- _THE PROBLEM_
Go through each line of the entries below and tally those containing the string "김포대로"; give only the total.
Segment Open
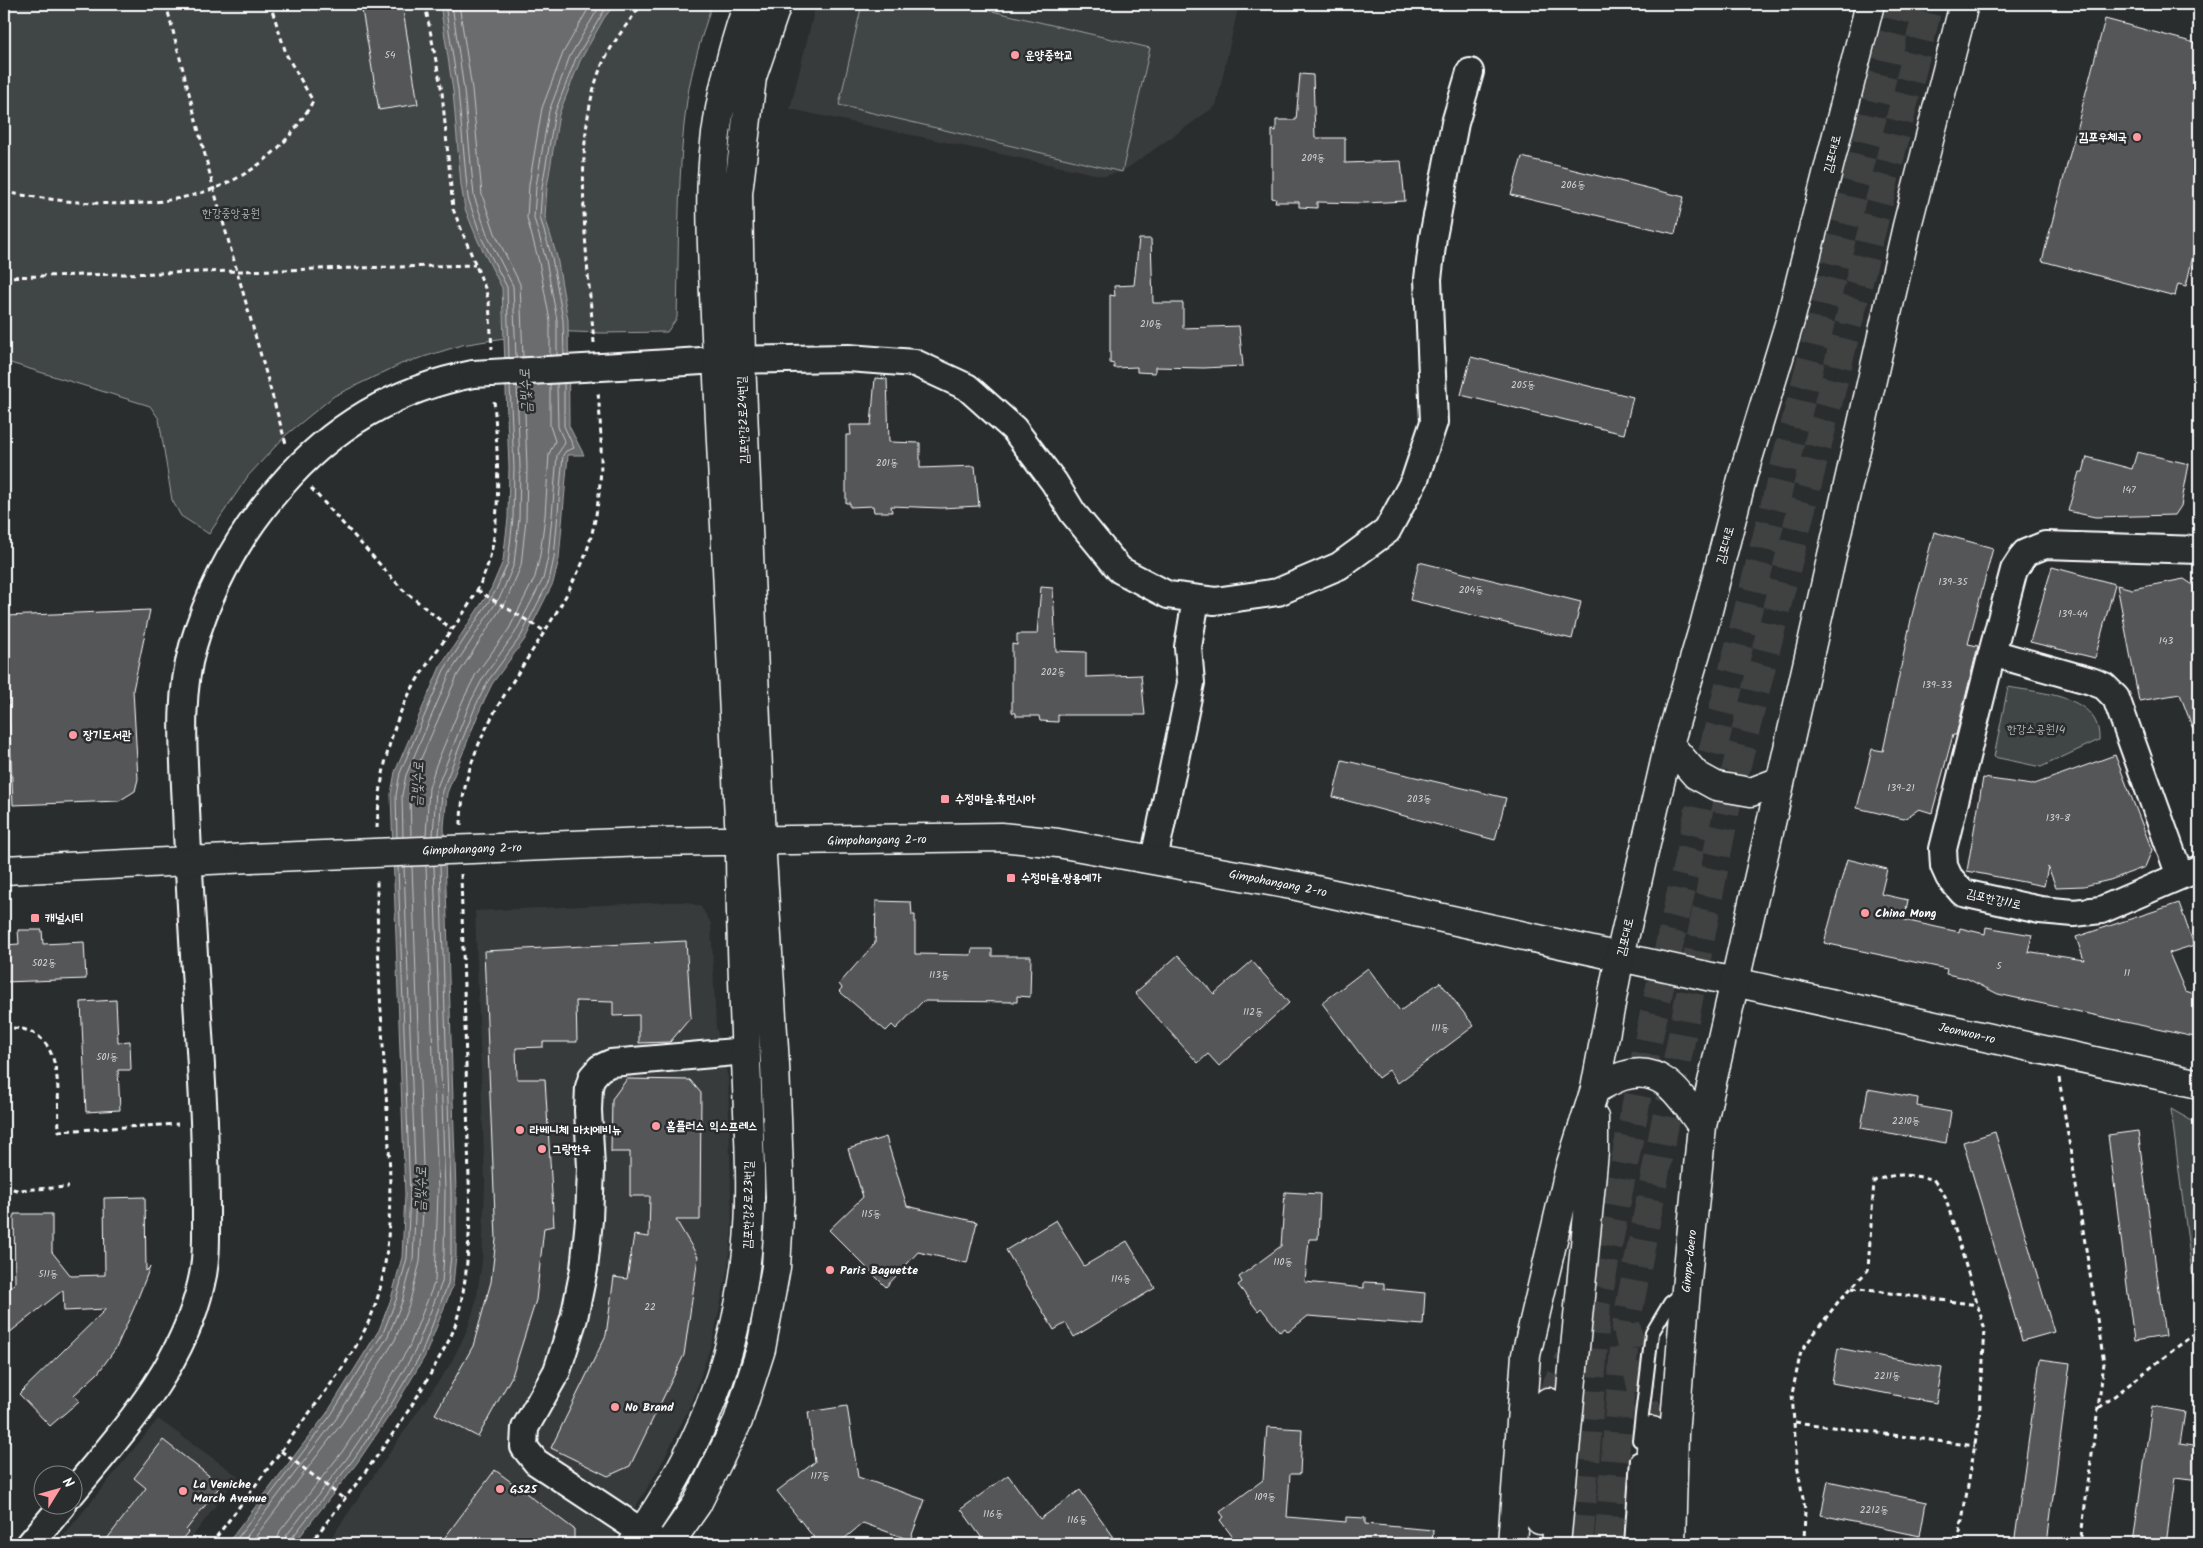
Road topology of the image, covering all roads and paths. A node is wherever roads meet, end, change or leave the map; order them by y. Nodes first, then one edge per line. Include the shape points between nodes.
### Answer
1 (166, 4) edge
2 (270, 4) edge
3 (425, 4) edge
4 (642, 4) edge
5 (748, 4) edge
6 (777, 4) edge
7 (1870, 4) edge
8 (1964, 4) edge
9 (1470, 72) dead end
10 (214, 190) junction
11 (4, 192) edge
12 (476, 265) junction
13 (238, 272) junction
14 (4, 277) edge
15 (594, 347) dead end
16 (492, 350) dead end
17 (729, 360) junction
18 (598, 386) dead end
19 (494, 397) dead end
20 (296, 468) junction
21 (2199, 550) edge
22 (477, 590) junction
23 (1196, 599) junction
24 (451, 629) junction
25 (546, 632) junction
26 (1992, 653) junction
27 (1670, 744) junction
28 (1780, 781) junction
29 (461, 829) dead end
30 (376, 833) dead end
31 (751, 841) junction
32 (1154, 859) junction
33 (188, 861) junction
34 (461, 865) dead end
35 (4, 870) edge
36 (376, 870) dead end
37 (2190, 872) edge
38 (1620, 956) junction
39 (1736, 982) junction
40 (4, 1028) edge
41 (746, 1050) junction
42 (2055, 1053) junction
43 (2199, 1084) edge
44 (1594, 1089) junction
45 (178, 1124) dead end
46 (1702, 1126) junction
47 (4, 1186) edge
48 (69, 1187) dead end
49 (1852, 1288) junction
50 (1686, 1290) junction
51 (1978, 1305) junction
52 (2199, 1330) edge
53 (1548, 1402) tunnel mouth
54 (2098, 1409) junction
55 (1795, 1422) junction
56 (1652, 1431) tunnel mouth
57 (1975, 1446) junction
58 (281, 1451) junction
59 (82, 1481) edge
60 (344, 1499) junction
61 (54, 1516) edge
62 (645, 1540) edge
63 (30, 1544) edge
64 (211, 1544) edge
65 (310, 1544) edge
66 (669, 1544) edge
67 (1512, 1544) edge
68 (1538, 1544) edge
69 (1556, 1544) edge
70 (1631, 1544) edge
71 (1646, 1544) edge
72 (1671, 1544) edge
73 (1804, 1544) edge
74 (1958, 1544) edge
75 (2080, 1544) edge

1 - 10 path
2 - 10 path via 287,56 313,101 300,125 284,143 250,170
3 - 12 path via 442,92 453,209
4 - 15 path via 609,50 588,111 584,195
5 - 17 street, 김포한강2로24번길 via 727,69 712,179 713,273
6 - 17 street, 김포한강2로24번길 via 752,77 742,145
7 - 27 street, 김포대로 via 1790,321 1743,475
8 - 28 street via 1907,226
9 - 23 street via 1454,123 1433,237 1428,279 1434,422 1415,478 1387,531 1339,566 1278,592 1215,602
10 - 11 path via 142,204 101,205
10 - 13 path
12 - 13 path
12 - 16 path via 489,302
13 - 14 path
13 - 20 path via 285,443
17 - 20 street, bridge via 473,374 441,380 368,412
17 - 23 street via 848,358 914,363 967,387 1014,429 1088,533 1120,570 1168,595
17 - 31 street, 김포한강2로24번길
18 - 25 path via 602,472 598,509 585,557
19 - 22 path via 495,519 491,551
20 - 24 path via 316,495 402,589
20 - 33 street via 262,507 238,544 211,595 192,648 184,700
21 - 26 street, 김포한강11로 via 2045,546 2025,553 2014,570
22 - 24 path
22 - 25 path
23 - 32 street via 1188,646 1191,683
24 - 30 path via 418,678 398,717 379,791
25 - 29 path via 478,744 466,780
26 - 37 street, 김포한강11로 via 2104,686 2116,698
26 - 37 street, 김포한강11로 via 1943,849 1944,866 1963,894 2040,910 2074,913 2101,910
27 - 28 street via 1696,775 1716,786 1751,792
27 - 38 street, 김포대로
28 - 39 street
31 - 32 street, Gimpohangang 2-ro via 1001,837
31 - 33 street, Gimpohangang 2-ro, bridge via 646,842
31 - 41 street, 김포한강2로23번길 via 740,922
31 - 66 street via 775,1064 780,1198 776,1267 762,1349 738,1422 697,1504
32 - 38 street, Gimpohangang 2-ro via 1297,886
33 - 35 street, Gimpohangang 2-ro
33 - 59 street via 206,1159 206,1247 201,1283 190,1321 159,1380 134,1418
34 - 60 path via 470,1216 467,1273 453,1332 440,1357 418,1396
36 - 58 path via 389,1186 388,1235 382,1281 369,1321 354,1348
38 - 39 street, Gimpohangang 2-ro
38 - 44 street, 김포대로
39 - 42 street, Jeonwon-ro
39 - 46 street, Gimpo-daero
40 - 45 path via 26,1030 50,1047 56,1064 59,1130
41 - 62 street, 김포한강2로23번길 via 750,1188 748,1251 742,1292 720,1381 707,1417
41 - 62 street via 611,1063 600,1068 589,1087 591,1168 584,1269 574,1318 557,1372 525,1428 524,1447 536,1462
42 - 43 street, Jeonwon-ro
42 - 54 path via 2104,1363
44 - 46 street via 1624,1075 1645,1074 1664,1079
44 - 67 street via 1570,1167 1526,1355
44 - 69 street via 1594,1152
46 - 50 street, Gimpo-daero
47 - 48 path via 17,1190
49 - 51 path
49 - 51 path via 1868,1270 1874,1181 1889,1175 1906,1174 1933,1179 1945,1196
49 - 55 path via 1802,1351 1792,1394
50 - 70 lane via 1670,1303 1652,1333 1639,1438
50 - 72 street, Gimpo-daero via 1674,1434
51 - 57 path via 1985,1330
52 - 54 path
53 - 68 street
54 - 75 path
55 - 57 path
55 - 73 path via 1797,1465 1805,1509
56 - 71 street
57 - 74 path
58 - 60 path
58 - 64 path
60 - 65 path
61 - 63 street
Segment Closed
- _WRITTEN REPLY_
3